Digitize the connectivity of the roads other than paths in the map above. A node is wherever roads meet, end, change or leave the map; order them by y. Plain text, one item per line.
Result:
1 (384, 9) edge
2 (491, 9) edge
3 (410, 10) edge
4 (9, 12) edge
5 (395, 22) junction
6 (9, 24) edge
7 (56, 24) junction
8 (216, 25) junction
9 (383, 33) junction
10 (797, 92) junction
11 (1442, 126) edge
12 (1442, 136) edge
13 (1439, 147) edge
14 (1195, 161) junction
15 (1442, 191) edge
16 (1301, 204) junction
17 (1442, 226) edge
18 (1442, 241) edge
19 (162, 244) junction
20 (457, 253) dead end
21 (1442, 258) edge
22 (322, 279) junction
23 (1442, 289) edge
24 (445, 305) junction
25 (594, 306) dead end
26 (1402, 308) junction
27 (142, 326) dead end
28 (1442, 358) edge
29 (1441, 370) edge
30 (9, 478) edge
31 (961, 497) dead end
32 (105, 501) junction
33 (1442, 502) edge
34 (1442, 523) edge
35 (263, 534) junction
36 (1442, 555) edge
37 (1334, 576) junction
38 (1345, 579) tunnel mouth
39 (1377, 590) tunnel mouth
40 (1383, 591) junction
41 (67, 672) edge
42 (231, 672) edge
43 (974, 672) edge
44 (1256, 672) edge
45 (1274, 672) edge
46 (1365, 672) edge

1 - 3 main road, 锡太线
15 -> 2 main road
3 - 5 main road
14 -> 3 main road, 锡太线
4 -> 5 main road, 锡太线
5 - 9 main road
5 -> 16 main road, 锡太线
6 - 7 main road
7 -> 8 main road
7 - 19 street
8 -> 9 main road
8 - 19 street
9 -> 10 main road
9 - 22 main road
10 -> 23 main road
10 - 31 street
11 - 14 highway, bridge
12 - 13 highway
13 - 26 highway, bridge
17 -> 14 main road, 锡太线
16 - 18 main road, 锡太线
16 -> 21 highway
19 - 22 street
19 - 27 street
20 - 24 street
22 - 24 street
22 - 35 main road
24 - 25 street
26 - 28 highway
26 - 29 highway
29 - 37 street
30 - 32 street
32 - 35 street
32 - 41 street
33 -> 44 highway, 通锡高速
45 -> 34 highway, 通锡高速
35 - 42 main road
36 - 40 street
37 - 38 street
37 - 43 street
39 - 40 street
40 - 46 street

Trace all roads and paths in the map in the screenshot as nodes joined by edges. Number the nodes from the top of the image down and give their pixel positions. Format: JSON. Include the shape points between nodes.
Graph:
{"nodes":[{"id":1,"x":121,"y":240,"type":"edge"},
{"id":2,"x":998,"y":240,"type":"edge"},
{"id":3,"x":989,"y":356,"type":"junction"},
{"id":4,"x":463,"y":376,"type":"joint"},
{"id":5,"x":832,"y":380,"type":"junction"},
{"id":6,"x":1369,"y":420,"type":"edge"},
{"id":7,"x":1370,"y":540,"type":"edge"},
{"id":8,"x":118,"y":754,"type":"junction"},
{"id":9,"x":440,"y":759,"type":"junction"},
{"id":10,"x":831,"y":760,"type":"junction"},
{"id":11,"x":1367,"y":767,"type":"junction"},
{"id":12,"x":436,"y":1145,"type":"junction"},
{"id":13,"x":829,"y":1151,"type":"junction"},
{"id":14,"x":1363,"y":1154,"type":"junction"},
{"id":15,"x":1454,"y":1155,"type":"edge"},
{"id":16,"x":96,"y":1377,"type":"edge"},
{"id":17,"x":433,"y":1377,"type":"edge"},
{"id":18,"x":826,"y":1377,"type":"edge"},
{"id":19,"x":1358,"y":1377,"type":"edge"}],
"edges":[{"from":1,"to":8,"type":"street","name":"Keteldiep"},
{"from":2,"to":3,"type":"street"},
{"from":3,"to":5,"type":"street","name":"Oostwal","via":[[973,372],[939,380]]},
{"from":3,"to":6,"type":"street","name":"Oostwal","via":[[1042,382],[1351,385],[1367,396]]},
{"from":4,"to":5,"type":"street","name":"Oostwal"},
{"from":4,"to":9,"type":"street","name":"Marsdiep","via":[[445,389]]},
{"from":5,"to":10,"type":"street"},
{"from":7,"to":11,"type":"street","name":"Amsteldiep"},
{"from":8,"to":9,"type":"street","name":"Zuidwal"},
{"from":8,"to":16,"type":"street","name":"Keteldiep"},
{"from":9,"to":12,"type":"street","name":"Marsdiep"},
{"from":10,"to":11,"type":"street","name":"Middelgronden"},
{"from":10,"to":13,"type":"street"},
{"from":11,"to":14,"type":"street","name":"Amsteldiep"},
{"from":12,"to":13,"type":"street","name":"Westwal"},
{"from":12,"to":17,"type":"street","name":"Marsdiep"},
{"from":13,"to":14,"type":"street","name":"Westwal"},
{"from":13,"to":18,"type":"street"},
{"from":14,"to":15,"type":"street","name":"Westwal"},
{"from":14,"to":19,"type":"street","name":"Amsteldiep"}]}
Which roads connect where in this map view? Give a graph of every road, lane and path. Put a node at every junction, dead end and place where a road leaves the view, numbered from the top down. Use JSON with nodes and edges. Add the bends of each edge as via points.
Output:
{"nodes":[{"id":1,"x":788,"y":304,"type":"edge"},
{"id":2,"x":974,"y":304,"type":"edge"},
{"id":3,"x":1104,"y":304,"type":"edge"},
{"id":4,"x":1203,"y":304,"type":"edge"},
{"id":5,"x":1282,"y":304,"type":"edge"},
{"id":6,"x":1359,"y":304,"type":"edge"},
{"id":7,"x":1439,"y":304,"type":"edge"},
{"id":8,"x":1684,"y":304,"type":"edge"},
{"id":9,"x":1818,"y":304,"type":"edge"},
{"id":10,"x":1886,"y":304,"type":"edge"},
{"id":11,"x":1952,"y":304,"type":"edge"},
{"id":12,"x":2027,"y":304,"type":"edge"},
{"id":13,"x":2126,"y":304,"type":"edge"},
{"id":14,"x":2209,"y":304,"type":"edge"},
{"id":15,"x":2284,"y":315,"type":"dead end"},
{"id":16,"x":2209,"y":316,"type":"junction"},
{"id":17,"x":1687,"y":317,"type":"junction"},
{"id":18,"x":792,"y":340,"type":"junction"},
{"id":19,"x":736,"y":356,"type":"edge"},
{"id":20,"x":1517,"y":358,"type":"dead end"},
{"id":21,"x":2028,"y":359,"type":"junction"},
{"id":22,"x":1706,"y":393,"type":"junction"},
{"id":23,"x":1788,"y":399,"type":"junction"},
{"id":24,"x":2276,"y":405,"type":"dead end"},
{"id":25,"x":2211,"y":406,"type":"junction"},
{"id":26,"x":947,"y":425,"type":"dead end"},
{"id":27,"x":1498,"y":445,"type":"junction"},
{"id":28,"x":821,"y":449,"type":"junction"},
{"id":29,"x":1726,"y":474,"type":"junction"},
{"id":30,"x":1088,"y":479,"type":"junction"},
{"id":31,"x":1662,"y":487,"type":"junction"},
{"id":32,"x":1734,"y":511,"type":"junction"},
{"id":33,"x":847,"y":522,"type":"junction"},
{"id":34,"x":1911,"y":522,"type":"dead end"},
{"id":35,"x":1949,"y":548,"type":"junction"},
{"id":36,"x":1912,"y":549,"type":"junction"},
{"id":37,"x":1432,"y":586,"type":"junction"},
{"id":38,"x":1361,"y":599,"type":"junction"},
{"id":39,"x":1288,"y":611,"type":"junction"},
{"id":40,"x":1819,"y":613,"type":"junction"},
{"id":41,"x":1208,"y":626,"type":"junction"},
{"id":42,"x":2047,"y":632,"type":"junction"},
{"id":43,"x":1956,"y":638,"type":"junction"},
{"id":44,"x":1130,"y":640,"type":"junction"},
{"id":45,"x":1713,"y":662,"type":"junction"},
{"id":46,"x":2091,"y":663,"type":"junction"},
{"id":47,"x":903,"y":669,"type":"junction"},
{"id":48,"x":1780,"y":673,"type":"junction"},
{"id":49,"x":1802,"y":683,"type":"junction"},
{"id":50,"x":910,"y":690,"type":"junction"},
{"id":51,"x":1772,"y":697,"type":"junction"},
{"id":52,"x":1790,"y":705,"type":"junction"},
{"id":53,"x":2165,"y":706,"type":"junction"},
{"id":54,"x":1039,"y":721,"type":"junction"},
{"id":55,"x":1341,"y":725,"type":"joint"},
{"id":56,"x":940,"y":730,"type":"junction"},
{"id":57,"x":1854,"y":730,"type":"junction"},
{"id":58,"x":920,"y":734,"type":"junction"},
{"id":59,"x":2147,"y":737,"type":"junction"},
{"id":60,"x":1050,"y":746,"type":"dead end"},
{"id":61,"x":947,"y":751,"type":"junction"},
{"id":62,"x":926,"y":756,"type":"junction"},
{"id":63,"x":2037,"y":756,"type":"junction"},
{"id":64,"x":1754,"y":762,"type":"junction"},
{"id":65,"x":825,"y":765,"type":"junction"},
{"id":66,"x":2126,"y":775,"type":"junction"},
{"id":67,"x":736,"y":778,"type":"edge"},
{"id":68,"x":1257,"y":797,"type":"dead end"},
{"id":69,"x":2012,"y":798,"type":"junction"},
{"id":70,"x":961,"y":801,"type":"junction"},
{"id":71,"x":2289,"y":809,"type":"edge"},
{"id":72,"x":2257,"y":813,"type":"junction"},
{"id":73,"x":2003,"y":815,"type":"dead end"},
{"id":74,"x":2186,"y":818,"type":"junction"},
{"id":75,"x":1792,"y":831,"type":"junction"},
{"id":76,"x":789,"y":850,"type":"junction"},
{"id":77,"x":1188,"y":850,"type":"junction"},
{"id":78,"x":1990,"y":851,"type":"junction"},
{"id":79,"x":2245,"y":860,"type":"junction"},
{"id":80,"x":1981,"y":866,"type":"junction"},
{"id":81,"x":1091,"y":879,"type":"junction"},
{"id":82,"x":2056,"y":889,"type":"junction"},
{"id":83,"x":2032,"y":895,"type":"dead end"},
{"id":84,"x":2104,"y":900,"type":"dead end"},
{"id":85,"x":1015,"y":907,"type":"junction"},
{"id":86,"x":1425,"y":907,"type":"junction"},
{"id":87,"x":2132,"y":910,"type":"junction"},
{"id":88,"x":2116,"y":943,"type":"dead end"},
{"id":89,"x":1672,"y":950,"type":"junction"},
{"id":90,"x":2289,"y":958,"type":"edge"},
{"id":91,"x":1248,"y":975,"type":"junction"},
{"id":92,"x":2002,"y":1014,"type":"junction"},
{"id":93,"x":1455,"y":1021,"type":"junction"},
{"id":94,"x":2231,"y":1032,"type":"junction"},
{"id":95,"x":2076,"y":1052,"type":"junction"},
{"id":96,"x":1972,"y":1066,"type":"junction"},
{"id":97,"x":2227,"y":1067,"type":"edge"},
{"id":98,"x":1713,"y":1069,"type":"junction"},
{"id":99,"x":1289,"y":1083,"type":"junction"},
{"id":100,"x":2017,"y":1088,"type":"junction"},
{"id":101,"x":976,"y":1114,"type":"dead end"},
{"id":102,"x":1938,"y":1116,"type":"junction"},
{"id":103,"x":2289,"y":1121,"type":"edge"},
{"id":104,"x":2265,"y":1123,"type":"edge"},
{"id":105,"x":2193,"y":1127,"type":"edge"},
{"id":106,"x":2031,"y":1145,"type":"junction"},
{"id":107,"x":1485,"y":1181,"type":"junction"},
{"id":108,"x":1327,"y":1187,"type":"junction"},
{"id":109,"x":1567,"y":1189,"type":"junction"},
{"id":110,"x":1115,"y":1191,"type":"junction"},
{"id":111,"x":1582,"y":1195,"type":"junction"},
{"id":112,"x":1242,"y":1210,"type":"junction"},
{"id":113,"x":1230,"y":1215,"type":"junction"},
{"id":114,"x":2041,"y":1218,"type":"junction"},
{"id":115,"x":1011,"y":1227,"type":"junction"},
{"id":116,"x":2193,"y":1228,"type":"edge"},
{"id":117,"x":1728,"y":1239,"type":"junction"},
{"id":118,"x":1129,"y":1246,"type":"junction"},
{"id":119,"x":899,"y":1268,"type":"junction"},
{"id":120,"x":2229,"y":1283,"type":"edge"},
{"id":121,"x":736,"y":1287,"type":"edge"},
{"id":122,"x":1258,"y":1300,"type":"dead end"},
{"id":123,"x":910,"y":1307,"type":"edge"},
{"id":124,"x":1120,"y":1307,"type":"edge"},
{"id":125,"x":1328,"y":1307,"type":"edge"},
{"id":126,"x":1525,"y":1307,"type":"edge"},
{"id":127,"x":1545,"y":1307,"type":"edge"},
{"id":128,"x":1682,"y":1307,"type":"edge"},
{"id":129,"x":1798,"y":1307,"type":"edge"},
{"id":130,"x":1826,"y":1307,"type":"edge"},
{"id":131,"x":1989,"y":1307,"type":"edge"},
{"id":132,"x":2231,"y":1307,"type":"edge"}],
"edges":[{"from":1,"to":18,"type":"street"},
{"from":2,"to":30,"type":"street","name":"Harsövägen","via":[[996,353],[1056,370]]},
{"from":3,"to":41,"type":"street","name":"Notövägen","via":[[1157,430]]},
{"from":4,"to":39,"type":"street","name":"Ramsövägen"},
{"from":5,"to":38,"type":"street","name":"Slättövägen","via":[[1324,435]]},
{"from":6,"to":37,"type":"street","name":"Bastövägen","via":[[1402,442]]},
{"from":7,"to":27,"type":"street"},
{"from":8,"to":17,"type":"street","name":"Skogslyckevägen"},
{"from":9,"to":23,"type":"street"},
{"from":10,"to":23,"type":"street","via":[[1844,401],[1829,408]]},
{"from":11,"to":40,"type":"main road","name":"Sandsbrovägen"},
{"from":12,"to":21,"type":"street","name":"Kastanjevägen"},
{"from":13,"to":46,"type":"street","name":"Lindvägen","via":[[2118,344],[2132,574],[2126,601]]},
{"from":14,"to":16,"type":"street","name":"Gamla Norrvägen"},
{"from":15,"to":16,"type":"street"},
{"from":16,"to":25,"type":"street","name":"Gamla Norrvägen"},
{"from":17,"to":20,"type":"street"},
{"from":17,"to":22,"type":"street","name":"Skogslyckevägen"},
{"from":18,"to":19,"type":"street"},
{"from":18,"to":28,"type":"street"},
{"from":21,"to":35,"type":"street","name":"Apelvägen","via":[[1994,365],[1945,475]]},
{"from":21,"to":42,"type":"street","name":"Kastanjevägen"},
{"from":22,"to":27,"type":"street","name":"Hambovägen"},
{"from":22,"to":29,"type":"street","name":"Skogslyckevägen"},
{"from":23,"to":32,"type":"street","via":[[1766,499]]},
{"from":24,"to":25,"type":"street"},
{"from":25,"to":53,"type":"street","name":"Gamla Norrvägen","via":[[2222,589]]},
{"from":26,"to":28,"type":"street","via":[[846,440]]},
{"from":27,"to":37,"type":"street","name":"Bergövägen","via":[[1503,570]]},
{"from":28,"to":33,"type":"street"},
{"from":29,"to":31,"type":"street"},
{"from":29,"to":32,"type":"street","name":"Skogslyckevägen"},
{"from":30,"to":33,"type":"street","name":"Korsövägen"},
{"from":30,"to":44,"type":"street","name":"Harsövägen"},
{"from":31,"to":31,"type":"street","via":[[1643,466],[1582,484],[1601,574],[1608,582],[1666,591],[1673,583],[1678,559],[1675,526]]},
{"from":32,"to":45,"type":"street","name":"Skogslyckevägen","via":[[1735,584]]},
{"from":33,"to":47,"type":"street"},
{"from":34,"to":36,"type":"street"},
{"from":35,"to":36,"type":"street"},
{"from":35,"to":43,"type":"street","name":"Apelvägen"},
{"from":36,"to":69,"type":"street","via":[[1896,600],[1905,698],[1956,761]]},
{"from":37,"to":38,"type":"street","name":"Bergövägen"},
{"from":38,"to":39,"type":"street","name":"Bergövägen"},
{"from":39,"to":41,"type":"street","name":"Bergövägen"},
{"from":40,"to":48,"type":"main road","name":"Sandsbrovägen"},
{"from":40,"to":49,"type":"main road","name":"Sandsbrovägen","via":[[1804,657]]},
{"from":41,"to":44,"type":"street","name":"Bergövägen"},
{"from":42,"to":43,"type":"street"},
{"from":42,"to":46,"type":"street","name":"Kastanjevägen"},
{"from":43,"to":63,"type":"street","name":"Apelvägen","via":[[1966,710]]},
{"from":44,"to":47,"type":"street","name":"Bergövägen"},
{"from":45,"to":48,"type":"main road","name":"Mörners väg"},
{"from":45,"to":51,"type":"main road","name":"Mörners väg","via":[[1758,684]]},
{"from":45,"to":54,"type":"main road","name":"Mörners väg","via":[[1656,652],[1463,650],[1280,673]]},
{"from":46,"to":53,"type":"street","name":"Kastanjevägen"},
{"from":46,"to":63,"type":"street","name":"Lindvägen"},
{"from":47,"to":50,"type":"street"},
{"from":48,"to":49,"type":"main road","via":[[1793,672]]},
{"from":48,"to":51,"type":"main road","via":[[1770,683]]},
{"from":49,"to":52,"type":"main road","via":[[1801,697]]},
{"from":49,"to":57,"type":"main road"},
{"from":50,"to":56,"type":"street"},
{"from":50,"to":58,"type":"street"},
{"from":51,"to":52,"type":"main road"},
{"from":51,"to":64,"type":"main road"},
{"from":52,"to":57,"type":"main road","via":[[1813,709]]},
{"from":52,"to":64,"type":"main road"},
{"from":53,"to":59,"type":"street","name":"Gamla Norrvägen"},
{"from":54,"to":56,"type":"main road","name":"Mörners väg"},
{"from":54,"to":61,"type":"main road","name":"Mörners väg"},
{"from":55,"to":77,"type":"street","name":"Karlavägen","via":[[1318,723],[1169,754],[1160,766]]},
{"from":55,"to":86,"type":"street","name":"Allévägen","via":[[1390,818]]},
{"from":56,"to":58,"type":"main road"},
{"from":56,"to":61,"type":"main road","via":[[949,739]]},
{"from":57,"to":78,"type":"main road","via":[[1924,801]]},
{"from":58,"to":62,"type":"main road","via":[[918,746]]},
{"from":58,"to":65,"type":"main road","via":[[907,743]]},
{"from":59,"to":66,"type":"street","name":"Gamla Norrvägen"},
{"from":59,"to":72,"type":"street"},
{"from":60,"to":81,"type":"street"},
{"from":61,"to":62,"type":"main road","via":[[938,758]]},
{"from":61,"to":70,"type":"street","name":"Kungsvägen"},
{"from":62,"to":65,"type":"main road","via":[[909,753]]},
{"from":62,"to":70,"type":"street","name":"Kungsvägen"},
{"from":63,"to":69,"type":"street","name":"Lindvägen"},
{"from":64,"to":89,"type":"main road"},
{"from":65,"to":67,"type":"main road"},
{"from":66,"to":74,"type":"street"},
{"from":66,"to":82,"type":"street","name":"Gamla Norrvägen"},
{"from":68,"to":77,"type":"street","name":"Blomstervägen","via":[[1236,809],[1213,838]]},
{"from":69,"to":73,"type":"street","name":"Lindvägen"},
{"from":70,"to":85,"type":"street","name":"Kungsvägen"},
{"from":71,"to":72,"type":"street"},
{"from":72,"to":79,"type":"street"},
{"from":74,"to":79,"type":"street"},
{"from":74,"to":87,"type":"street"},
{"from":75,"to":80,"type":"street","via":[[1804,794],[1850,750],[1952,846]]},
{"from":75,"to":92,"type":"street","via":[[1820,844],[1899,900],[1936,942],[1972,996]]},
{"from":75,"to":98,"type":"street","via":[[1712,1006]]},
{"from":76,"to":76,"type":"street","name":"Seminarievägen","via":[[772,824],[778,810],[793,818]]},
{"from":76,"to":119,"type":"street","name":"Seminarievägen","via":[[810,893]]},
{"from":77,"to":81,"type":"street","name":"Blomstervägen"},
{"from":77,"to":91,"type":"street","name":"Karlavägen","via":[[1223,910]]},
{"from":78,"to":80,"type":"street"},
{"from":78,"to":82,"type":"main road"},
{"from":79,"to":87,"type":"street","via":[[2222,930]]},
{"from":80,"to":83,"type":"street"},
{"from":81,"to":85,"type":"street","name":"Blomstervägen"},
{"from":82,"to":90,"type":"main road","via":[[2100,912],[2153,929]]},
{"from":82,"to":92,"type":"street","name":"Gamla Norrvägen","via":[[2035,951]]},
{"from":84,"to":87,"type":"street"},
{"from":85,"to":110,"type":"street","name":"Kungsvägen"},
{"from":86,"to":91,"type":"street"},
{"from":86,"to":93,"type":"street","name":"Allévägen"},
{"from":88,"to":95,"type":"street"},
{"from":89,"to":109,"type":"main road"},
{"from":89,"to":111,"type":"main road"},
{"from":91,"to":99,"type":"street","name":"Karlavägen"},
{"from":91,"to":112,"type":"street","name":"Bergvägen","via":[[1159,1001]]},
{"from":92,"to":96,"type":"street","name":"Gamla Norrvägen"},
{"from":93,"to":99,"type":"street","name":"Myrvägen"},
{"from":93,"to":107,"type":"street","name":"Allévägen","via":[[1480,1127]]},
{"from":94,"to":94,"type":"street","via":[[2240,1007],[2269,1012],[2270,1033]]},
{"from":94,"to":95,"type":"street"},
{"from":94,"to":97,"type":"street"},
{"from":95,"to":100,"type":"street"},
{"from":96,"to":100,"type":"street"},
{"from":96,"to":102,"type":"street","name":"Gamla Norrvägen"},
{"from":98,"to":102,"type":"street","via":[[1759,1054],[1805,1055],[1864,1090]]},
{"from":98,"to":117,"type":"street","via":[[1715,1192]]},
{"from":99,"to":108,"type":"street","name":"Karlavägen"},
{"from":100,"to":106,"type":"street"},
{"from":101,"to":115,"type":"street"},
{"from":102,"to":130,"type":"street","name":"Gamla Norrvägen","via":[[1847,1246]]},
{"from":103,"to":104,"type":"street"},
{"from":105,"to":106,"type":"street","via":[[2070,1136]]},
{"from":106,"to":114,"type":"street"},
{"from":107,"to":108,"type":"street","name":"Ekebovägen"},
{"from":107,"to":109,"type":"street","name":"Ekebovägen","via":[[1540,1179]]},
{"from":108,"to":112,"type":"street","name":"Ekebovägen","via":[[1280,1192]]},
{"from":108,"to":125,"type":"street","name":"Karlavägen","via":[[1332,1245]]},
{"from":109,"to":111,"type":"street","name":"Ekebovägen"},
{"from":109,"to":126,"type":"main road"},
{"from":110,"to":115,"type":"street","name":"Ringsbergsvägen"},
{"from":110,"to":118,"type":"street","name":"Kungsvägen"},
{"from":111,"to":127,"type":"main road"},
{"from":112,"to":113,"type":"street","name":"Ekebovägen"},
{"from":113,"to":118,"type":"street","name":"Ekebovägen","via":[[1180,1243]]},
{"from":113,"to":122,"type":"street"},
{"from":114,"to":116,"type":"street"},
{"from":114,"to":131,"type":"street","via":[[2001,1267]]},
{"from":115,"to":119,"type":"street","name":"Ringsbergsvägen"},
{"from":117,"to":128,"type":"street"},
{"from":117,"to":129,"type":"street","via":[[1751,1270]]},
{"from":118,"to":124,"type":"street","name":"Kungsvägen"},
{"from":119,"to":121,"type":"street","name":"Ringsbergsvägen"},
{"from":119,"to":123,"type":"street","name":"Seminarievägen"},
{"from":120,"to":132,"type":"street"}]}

» **Exercise brief**
Lines containing the word "Ringsbergsvägen": copy each of them from the material.

» **Result below**
{"from":110,"to":115,"type":"street","name":"Ringsbergsvägen"},
{"from":115,"to":119,"type":"street","name":"Ringsbergsvägen"},
{"from":119,"to":121,"type":"street","name":"Ringsbergsvägen"},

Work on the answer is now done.